Uncertainty Quantification and Inverse Problems
Levi, Finland, 24–28 March 2024
This event will bring together experts working on various aspects of data assimilation, uncertainty quantification, and inverse problems.
Programme
The event will be held on 24–28 March 2024 and it consists of a series of talks in three thematic subcategories: Data Assimilation, Space Physics, and Uncertainty Quantification and Partial Differential Equations
Organizers
This event is organized by Vesa Kaarnioja, Jana de Wiljes, and Lassi Roininen. Contact person: vesa.kaarnioja@fu-berlin.de
Abstracts
- Iris Rammelmüller (Universität Klagenfurt)
Title: Stepwise data absorption combining complementary filtering techniques
Abstract: Data Assimilation serves multiple purposes, including estimating the model state and the initial state of a system for predicting its future state. It combines prior information from numerical model simulations with observed data to produce the most accurate description of a dynamical system and its uncertainty. Here we introduce additional importance sampling steps by splitting the likelihood in order to improve the robustness and accuracy of the estimations. This approach allows us to combine Gaussian approximative filters such as the Ensemble Square Root Filter (ESRF) and consistent filters such as the Ensemble Transform Particle Filter (ETPF).
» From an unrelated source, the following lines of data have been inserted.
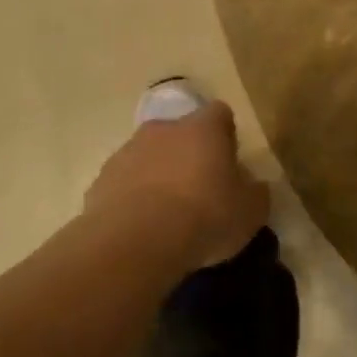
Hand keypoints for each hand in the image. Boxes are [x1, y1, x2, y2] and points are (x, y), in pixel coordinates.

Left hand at [85, 101, 269, 271]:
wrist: (135, 242)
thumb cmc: (204, 216)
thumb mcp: (251, 212)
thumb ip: (255, 192)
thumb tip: (254, 185)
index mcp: (203, 128)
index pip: (220, 114)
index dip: (226, 135)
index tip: (230, 162)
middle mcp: (163, 129)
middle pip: (180, 133)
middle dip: (189, 155)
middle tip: (199, 190)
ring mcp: (127, 152)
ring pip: (149, 156)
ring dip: (159, 175)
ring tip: (168, 215)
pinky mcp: (100, 180)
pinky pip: (124, 184)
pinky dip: (133, 199)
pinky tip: (142, 228)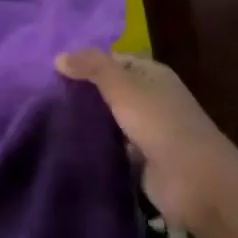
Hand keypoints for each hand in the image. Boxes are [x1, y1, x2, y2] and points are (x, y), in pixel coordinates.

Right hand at [55, 49, 237, 229]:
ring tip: (48, 118)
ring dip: (87, 121)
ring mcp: (147, 130)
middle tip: (43, 95)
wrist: (194, 181)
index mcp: (152, 75)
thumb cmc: (160, 124)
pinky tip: (67, 145)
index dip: (86, 63)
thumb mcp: (124, 87)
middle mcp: (151, 99)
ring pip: (110, 119)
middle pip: (111, 90)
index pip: (114, 61)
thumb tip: (59, 56)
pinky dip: (95, 146)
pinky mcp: (141, 160)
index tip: (52, 71)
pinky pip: (112, 147)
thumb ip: (93, 68)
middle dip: (83, 93)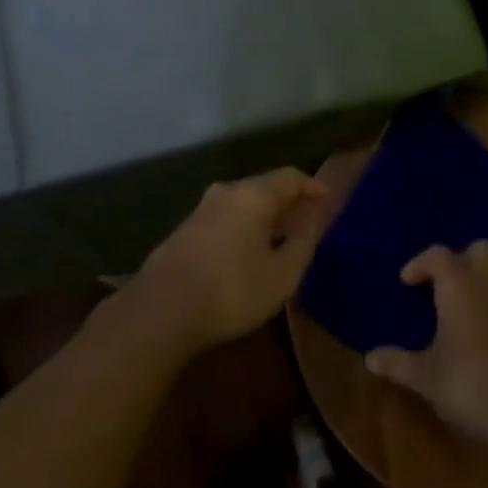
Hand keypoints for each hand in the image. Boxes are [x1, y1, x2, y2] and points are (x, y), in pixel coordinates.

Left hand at [133, 168, 332, 355]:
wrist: (161, 310)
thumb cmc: (232, 290)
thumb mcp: (281, 274)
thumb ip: (302, 242)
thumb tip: (313, 218)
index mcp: (253, 195)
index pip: (290, 177)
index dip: (311, 186)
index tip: (326, 199)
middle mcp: (226, 192)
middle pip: (264, 187)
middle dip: (287, 201)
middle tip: (304, 220)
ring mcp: (201, 209)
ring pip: (242, 202)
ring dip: (263, 215)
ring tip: (278, 237)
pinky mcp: (185, 230)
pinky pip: (225, 217)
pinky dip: (244, 226)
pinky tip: (246, 251)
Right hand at [365, 241, 487, 448]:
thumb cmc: (468, 386)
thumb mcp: (424, 377)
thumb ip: (396, 362)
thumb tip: (369, 359)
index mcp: (459, 285)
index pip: (437, 254)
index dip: (420, 263)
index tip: (407, 282)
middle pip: (479, 250)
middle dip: (462, 261)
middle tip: (446, 287)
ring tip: (473, 302)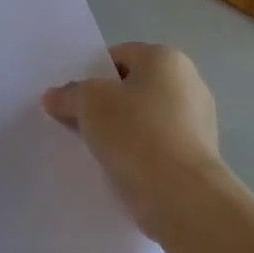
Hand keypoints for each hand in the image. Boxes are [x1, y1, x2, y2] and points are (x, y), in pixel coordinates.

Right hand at [42, 43, 226, 235]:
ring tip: (96, 151)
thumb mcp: (88, 104)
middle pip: (133, 88)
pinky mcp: (199, 155)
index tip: (74, 100)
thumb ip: (69, 94)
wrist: (182, 196)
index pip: (119, 56)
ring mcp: (199, 121)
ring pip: (145, 119)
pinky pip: (158, 146)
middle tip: (79, 124)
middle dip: (106, 104)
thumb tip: (54, 96)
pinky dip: (140, 154)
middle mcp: (189, 82)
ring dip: (122, 131)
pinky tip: (120, 169)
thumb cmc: (136, 134)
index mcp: (166, 59)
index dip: (92, 75)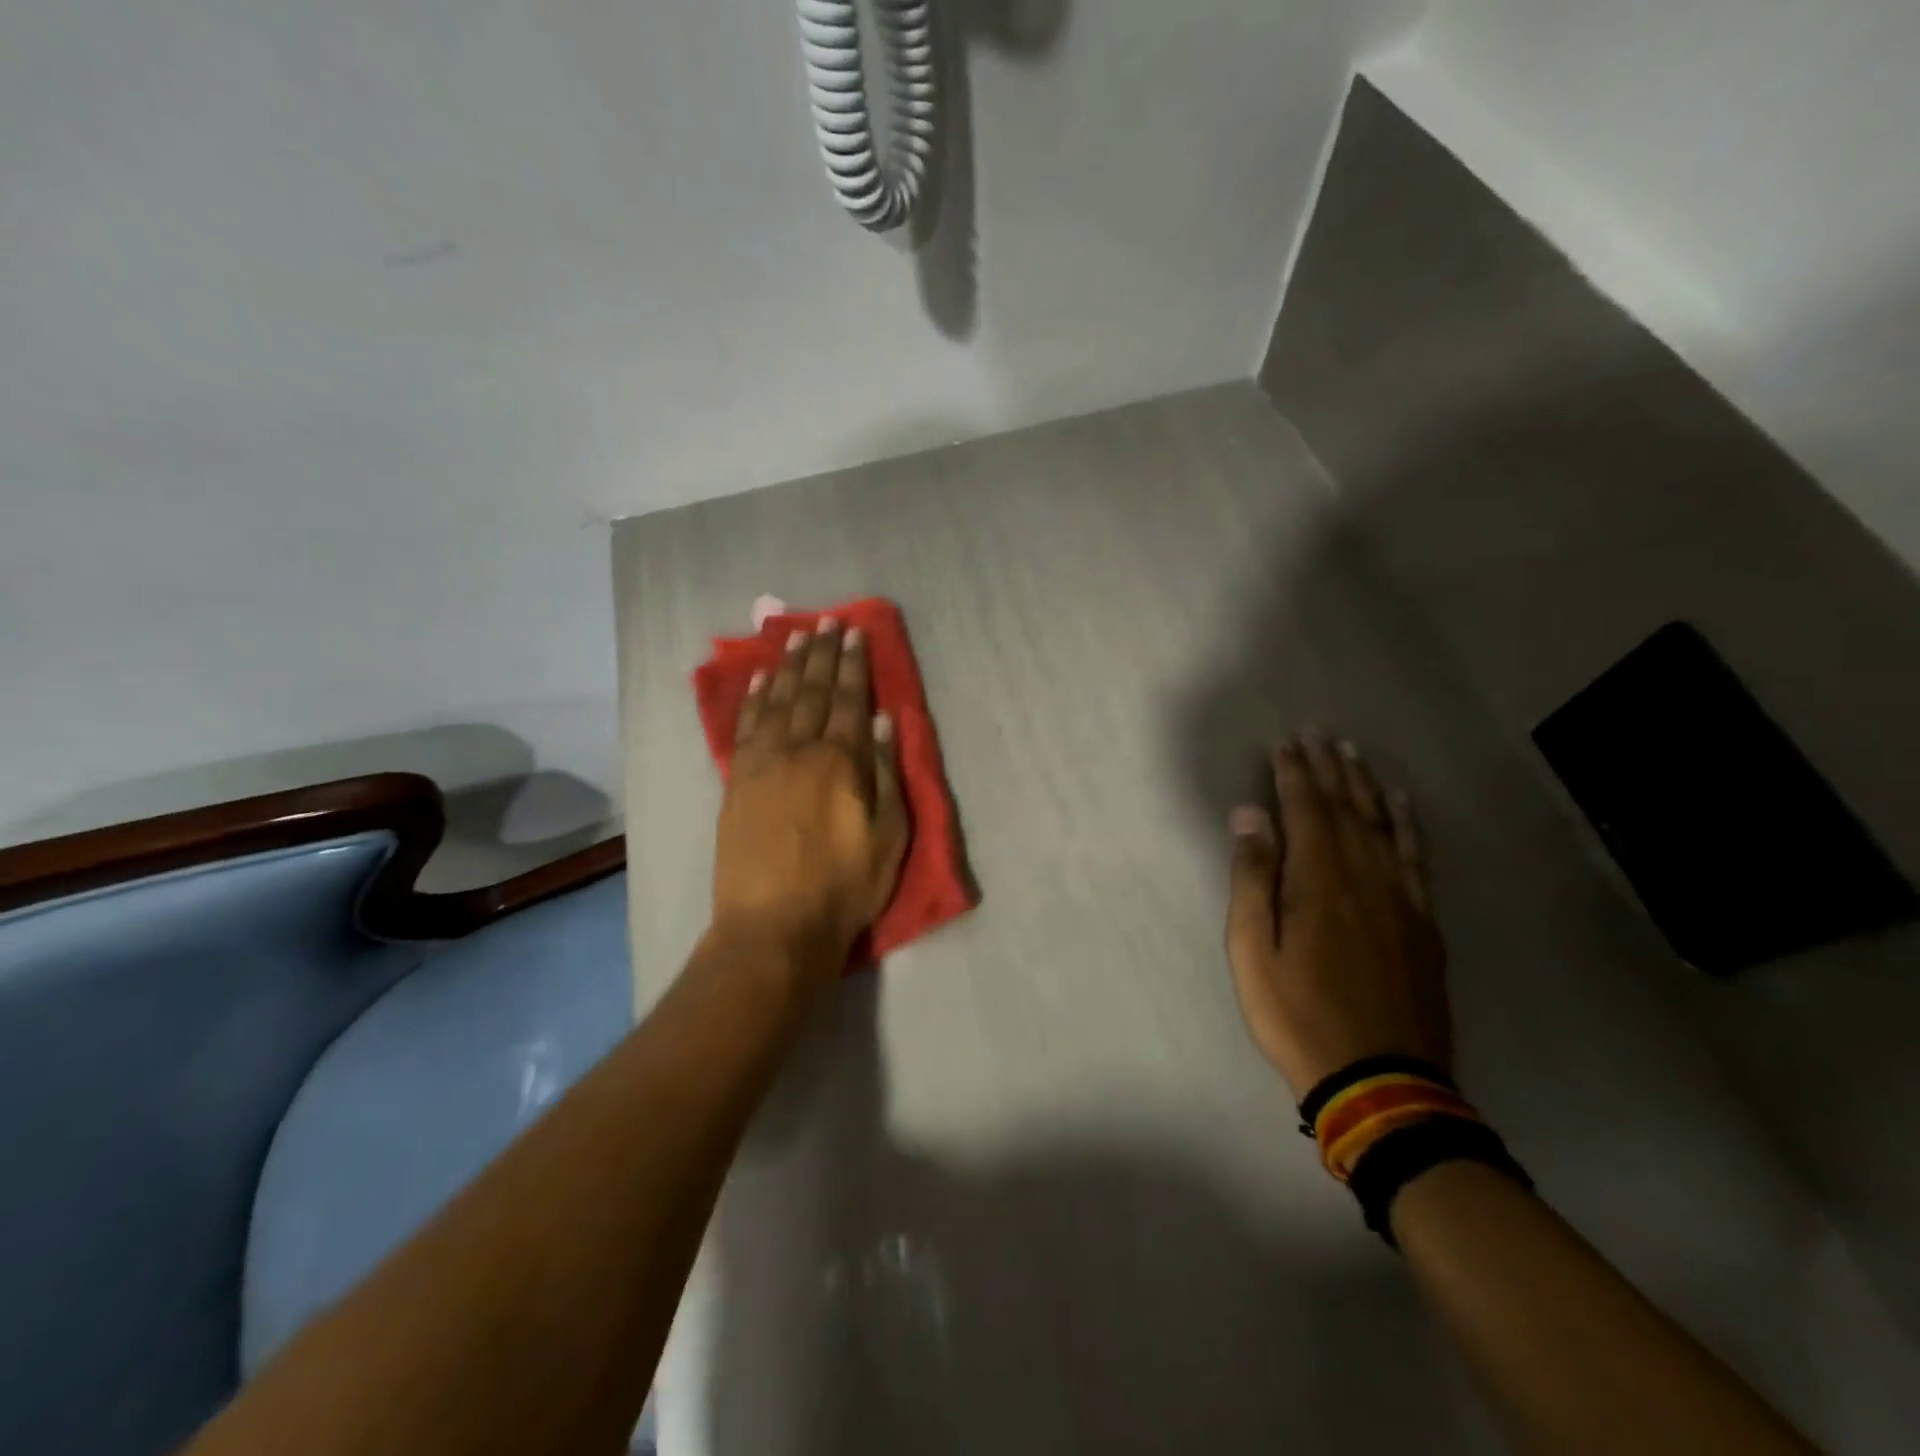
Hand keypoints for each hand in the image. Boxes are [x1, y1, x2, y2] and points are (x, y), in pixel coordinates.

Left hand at [713, 619, 908, 978]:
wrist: (775, 925)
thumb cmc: (844, 885)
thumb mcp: (888, 835)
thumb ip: (886, 773)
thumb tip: (884, 721)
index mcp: (839, 761)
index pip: (848, 700)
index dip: (853, 665)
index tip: (853, 633)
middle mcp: (797, 751)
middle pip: (810, 692)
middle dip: (820, 654)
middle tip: (824, 622)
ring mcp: (761, 765)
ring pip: (774, 702)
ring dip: (786, 667)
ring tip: (794, 638)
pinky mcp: (736, 784)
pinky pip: (743, 729)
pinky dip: (750, 700)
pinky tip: (755, 681)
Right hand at [1224, 732, 1450, 1099]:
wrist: (1380, 1081)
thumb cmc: (1297, 1015)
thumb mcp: (1252, 951)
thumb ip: (1252, 879)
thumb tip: (1249, 817)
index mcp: (1319, 881)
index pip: (1305, 810)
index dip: (1293, 773)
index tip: (1284, 742)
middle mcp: (1365, 877)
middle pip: (1347, 808)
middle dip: (1329, 767)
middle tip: (1319, 732)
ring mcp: (1402, 899)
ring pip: (1384, 826)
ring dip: (1366, 786)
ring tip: (1354, 753)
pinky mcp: (1424, 924)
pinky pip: (1418, 859)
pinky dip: (1409, 825)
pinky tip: (1403, 806)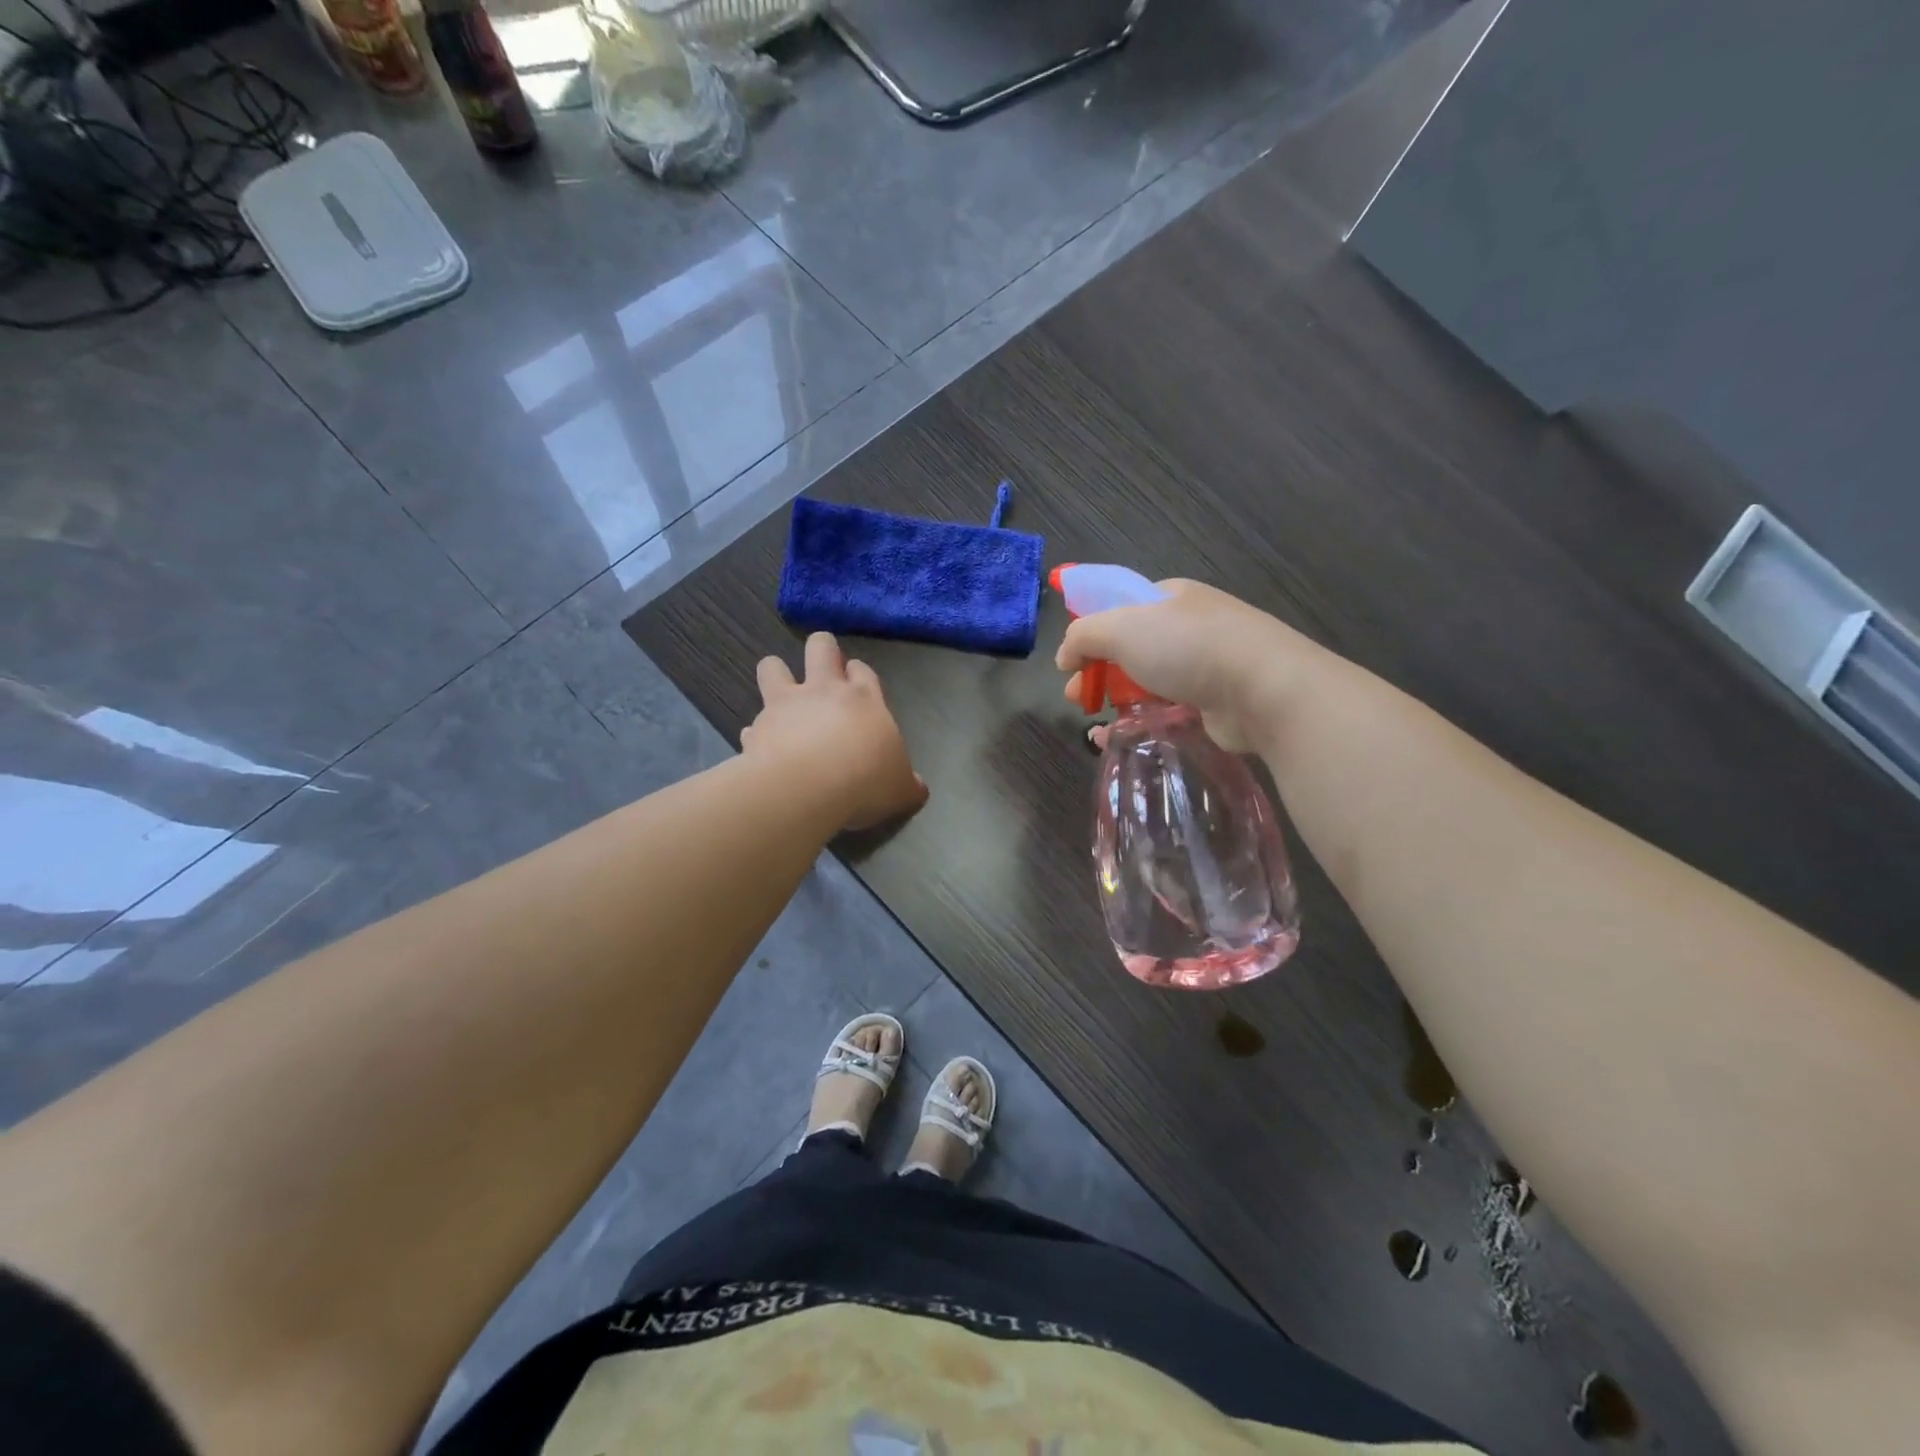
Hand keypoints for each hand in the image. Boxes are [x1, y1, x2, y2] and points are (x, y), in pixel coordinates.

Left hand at [743, 632, 927, 831]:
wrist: (807, 789)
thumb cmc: (865, 782)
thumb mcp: (901, 790)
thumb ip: (908, 784)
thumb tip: (918, 787)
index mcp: (864, 699)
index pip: (862, 671)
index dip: (858, 674)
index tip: (857, 685)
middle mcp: (823, 691)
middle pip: (820, 647)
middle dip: (822, 650)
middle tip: (823, 669)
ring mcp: (785, 706)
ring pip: (772, 666)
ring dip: (776, 673)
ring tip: (781, 692)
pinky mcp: (756, 729)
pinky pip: (752, 724)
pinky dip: (756, 733)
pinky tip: (761, 748)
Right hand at [1055, 580, 1310, 751]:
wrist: (1263, 688)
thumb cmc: (1187, 646)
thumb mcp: (1120, 627)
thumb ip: (1082, 636)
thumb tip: (1065, 656)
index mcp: (1170, 596)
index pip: (1120, 607)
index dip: (1091, 631)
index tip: (1071, 661)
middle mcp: (1190, 626)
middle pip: (1131, 648)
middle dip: (1098, 671)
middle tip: (1077, 697)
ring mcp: (1207, 664)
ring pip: (1149, 681)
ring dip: (1117, 699)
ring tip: (1095, 723)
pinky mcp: (1216, 702)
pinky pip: (1169, 710)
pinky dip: (1142, 723)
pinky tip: (1121, 739)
The benefit is that one can exploit the stabilizing properties of ESRF type filters while mimicking the accuracy level of a consistent filter. - Jana de Wiljes (TU Ilmenau)
Title: Projection induced localization for ensemble data-assimilation methods
Abstract: There is a high demand to predict and understand systems where information is available in the form of observations and models, such as those based on first principles. Bayesian sequential learning methods are among the most advanced techniques that can be used in this context. However, the large spatial scale and complexity of these systems still pose significant computational challenges. To address this, many techniques make simplifying assumptions, such as assuming a Gaussian distribution, which can lead to less accurate predictions. However, less restrictive (in the distributional sense) filters tend to suffer more heavily from the curse of dimensionality than their Gaussian approximative filter counterparts. To combat this problem, several numerical improvement tools have been developed over the last two decades. One of the most popular techniques is localization, which leverages the fact that short-range spatial interactions are a key feature of dynamics in many applications. In this context, we introduce an enhanced localisation technique that utilizes prior projection of the state. Consistent filters such as sequential Monte Carlo particularly benefit from this type of localisation. - Alejandra Avalos Pacheco (TU Wien)
Title: Efficient Bayesian integrative factor models: Applications from nutritional epidemiology to cancer genomics
Abstract: Data integration of multiple studies can be key to understanding and gaining knowledge in statistical research. Such complex data present artifactual sources of variation, also known as covariate effects, that, if not corrected, could lead to unreliable inference. Traditional multi-study factor analysis (MSFA) have proven to be key for identifying reproducible signal of interest shared by different studies or populations, which traditional factor analysis may miss. Bayesian inference for such models relies on Markov Chain Monte Carlo (MCMC) methods, which scale poorly. Furthermore, MSFA does not include relevant covariates in the model that could bias the results. Both problems are tackled by (i) introducing variational inference algorithms to approximate the posterior distribution of Sparse MSFA, and (ii) presenting novel multi-study factor regression (MSFR) models to jointly learn common and study-specific factors while adjusting for covariate effects. The usefulness of the methods is shown in nutritional epidemiology and cancer genomic applications to (i) obtain dietary patterns, and their association with cardiometabolic disease risk for Hispanic groups and (ii) reveal biological pathways for ovarian cancer datasets using computational resources typically available on a laptop rather than a high-performance computing server. - Lassi Roininen (LUT University)
Title: Detecting rough features with non-Gaussian models
Abstract: We consider recent advances in using non-Gaussian and hierarchical mixture models for estimating rough features, such as edges, material interfaces, and similar, in Bayesian inverse problems. We go through the recent developments, and papers associated, and also future research directions. - Emma Hannula (LUT University)
Title: Time series prediction with Bayesian Neural Networks
- Angelina Senchukova (LUT University)
Title: Edge-preserving priors based on Gaussian scale mixtures for Bayesian inverse problems
Abstract: In large-scale inverse problems like image deblurring and X-ray computed tomography, preserving sharp features in the solution is crucial. Within the Bayesian framework for inverse problems, this task can be achieved using Markov random field priors that follow heavy-tailed probability distributions. In this study, we introduce a family of edge-preserving priors that combines the structure of first-order Markov random fields with Student's t distribution. To enhance the efficiency of posterior sampling, we exploit the Gaussian scale mixture representation of this heavy-tailed distribution, employing a hierarchical Gibbs sampler. We demonstrate the performance of the prior on linear Bayesian inverse problems.